My baby's serum bilirubin (SB) reading was 314 at day 7 (9am). He was admitted to NICU at Hospital Pantai Bangsar by noon and triple phototherapy (one biliblanket under baby plus two sets of photolights above baby) was conducted. However, the SB reading shot up to 340 (2:30pm). Our pediatrician asked us to get ready for exchange transfusion if the reading kept going up and past 360. O_O


We began to inform our family members, relatives, and some friends to pray for us and baby. Baby was put on drip to keep him hydrated and more settled under the lights. At 8pm, the number went down to 311, thus exchange transfusion was halted. Thank You Lord!


Hubby and I stayed at the prenatal ward as lodger. Good thing about Pantai Bangsar is that the prenatal ward and NICU are on the same floor and less than a minute walking distance. Throughout the day, I breastfed him every 2.5-3 hours. In between, I expressed my milk and passed the storage bottles to the NICU nurses. Same thing throughout midnight. I woke myself up to express milk and sent over to the nurses. It was not stressful as I have milk and I wasn't worried too much about this whole situation (well, except for the exchange transfusion scare).

The next morning, the reading went further down to 215. Woohoo! Baby was discharged (day 8) with the diagnosis NNJ (Neonatal Jaundice) ABO Incompatibility. Our pediatrician advised us to continue with home phototherapy.


Home phototherapy

We rented the Firefly home phototherapy machine (3D2N package) from https://www.facebook.com/hometherapyy/


We set the machine on the bed so that I could monitor baby's condition and it's also more convenient to breastfeed him.


On day 10, the SB reading was a nice 180.

What's next?

What can be done now - despite rebound jaundice - is to continue breastfeeding him and make sure he poops and pees well, and monitor his poop color. It must be seedy, mustard yellow breastmilk poop, NOT pale/chalky colored.

Learning from the past

Looking back three years ago, my elder son would have the ABO incompatibility issue as well (I'm O and both my sons are A).

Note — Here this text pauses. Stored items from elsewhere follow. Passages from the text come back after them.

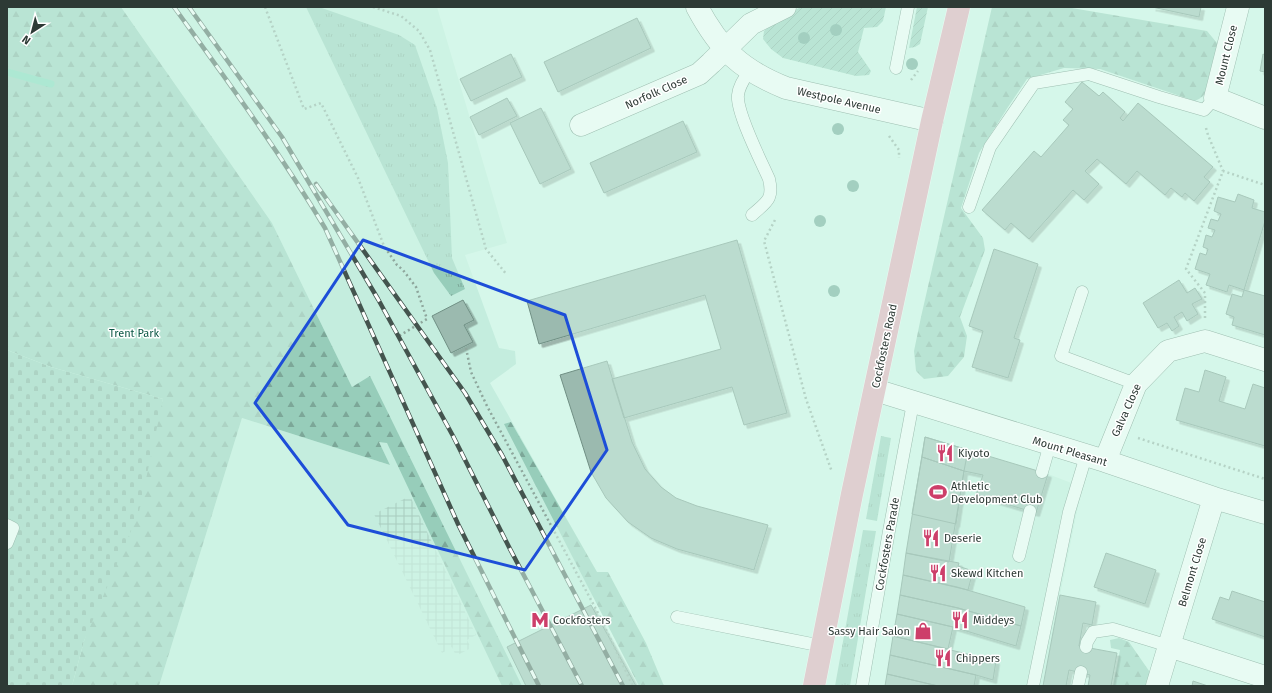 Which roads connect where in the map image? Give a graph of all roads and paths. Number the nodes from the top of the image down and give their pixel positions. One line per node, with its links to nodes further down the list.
1 (265, 7): 26 (path)
2 (374, 7): 24 (path)
3 (697, 7): 8 (street, Westpole Avenue)
4 (785, 7): 8 (street)
5 (908, 7): 10 (lane)
6 (959, 7): 15 (main road, Cockfosters Road)
7 (1238, 7): 13 (street, Mount Close)
8 (725, 49): 11 (street, Westpole Avenue); 16 (street, Norfolk Close)
9 (920, 65): 12 (path)
10 (896, 68)
11 (750, 70): 15 (street, Westpole Avenue); 22 (lane)
12 (909, 82)
13 (1209, 104): 14 (street, Mount Close); 19 (path); 21 (lane)
14 (1265, 118)
15 (932, 121): 31 (main road, Cockfosters Road)
16 (581, 125)
17 (888, 132): 18 (path)
18 (898, 162)
19 (1223, 171): 20 (path); 27 (path)
20 (1265, 185)
21 (969, 207)
22 (752, 216)
23 (775, 220): 37 (path)
24 (507, 275)
25 (1082, 292): 30 (lane)
26 (399, 336)
27 (1205, 341): 29 (street); 30 (street, Galva Close)
28 (466, 348): 51 (path)
29 (1265, 360)
30 (1136, 384): 33 (street, Galva Close)
31 (875, 390): 32 (street, Mount Pleasant); 46 (main road, Cockfosters Road)
32 (913, 403): 34 (street, Mount Pleasant); 53 (lane, Cockfosters Parade)
33 (1117, 432): 35 (street, Galva Close); 38 (path)
34 (1050, 444): 35 (street, Mount Pleasant); 36 (lane)
35 (1095, 458): 39 (street, Mount Pleasant); 54 (lane)
36 (1042, 472)
37 (833, 477)
38 (1265, 479)
39 (1214, 498): 41 (street, Mount Pleasant); 47 (street, Belmont Close)
40 (1030, 511): 44 (lane)
41 (1265, 513)
42 (7, 525): 43 (lane)
43 (7, 543)
44 (1019, 556)
45 (678, 617): 46 (lane)
46 (822, 646): 52 (main road, Cockfosters Road)
47 (1169, 646): 48 (lane); 50 (street); 56 (street, Belmont Close)
48 (1086, 647)
49 (1081, 672): 55 (lane)
50 (1265, 677)
51 (634, 686)
52 (814, 686)
53 (862, 686)
54 (1033, 686)
55 (1078, 686)
56 (1157, 686)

His condition was worsened by breastfeeding jaundice (because he had tongue-tie and I had mastitis, thus my milk supply was severely compromised, he couldn't feed well and had very low weight gain). Since his jaundice was prolonged till almost 8 weeks, it was diagnosed as breastmilk jaundice. You can read his story on my blog post about the first 4 weeks postpartum in 2013.

Now, my milk supply is adequate, so this second boy doesn't experience breastfeeding jaundice. He's still mildly jaundiced at 20 days young but I don't know his SB reading. If it's breastmilk jaundice, I know it will resolve on its own. The best course of action now is don't fret and just breastfeed him round the clock to make him poop and pee out the bilirubin faster.